Saved entries:
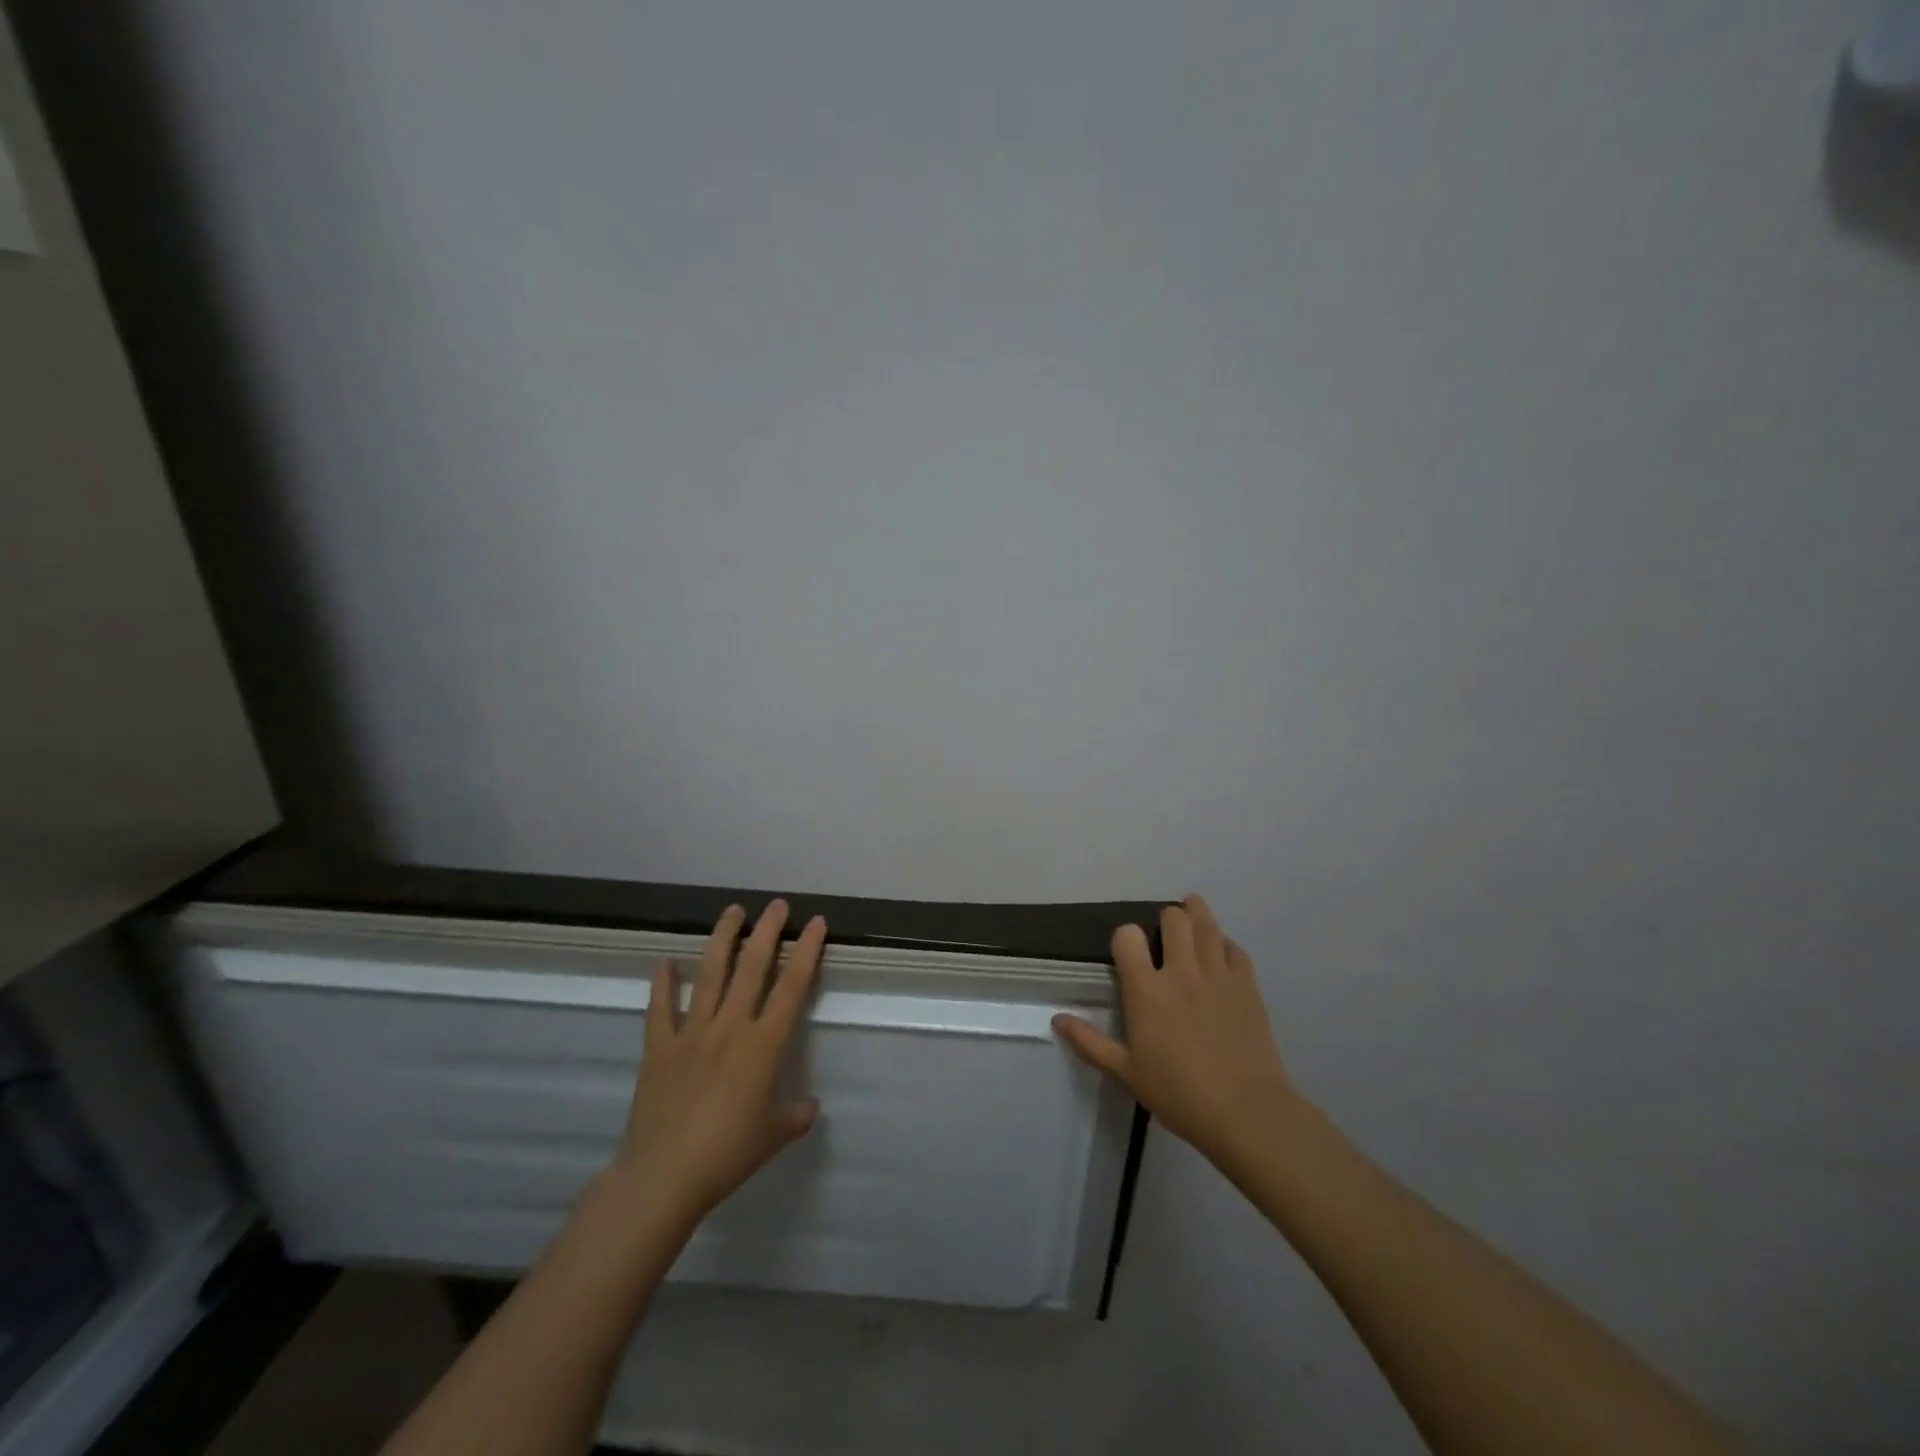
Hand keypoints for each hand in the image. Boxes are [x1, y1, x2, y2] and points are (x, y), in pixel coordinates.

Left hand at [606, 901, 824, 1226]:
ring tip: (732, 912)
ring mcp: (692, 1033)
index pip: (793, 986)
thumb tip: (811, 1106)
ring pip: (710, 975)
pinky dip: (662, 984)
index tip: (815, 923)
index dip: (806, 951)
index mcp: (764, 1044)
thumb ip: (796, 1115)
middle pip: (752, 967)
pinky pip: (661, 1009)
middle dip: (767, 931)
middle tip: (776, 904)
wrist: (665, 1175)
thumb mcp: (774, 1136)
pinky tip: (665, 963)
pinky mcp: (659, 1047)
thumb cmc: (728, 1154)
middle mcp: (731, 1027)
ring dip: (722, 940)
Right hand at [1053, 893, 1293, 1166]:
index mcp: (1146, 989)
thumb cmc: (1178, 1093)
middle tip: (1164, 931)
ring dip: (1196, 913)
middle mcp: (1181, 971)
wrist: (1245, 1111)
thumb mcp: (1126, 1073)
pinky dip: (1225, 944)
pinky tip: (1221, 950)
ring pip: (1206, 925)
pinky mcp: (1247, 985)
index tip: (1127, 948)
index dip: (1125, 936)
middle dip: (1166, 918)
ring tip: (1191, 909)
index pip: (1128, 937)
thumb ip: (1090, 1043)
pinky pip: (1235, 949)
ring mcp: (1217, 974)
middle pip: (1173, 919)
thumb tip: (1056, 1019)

TASK GOAL: Write out only those lines that fall between the one containing "middle mcp: (731, 1027)" and the end of the entries, the first and last included, exactly as they read.

SOLUTION FOR THIS EXERCISE:
middle mcp: (731, 1027)
ring dip: (722, 940)
Right hand at [1053, 893, 1293, 1166]:
index mcp: (1146, 989)
thumb cmc: (1178, 1093)
middle tip: (1164, 931)
ring dip: (1196, 913)
middle mcp: (1181, 971)
wrist: (1245, 1111)
thumb mcp: (1126, 1073)
pinky dip: (1225, 944)
pinky tip: (1221, 950)
ring pip: (1206, 925)
pinky mcp: (1247, 985)
index tip: (1127, 948)
index dip: (1125, 936)
middle dip: (1166, 918)
ring tip: (1191, 909)
index pip: (1128, 937)
thumb ip: (1090, 1043)
pinky pip: (1235, 949)
ring mcp: (1217, 974)
middle pip: (1173, 919)
thumb tip: (1056, 1019)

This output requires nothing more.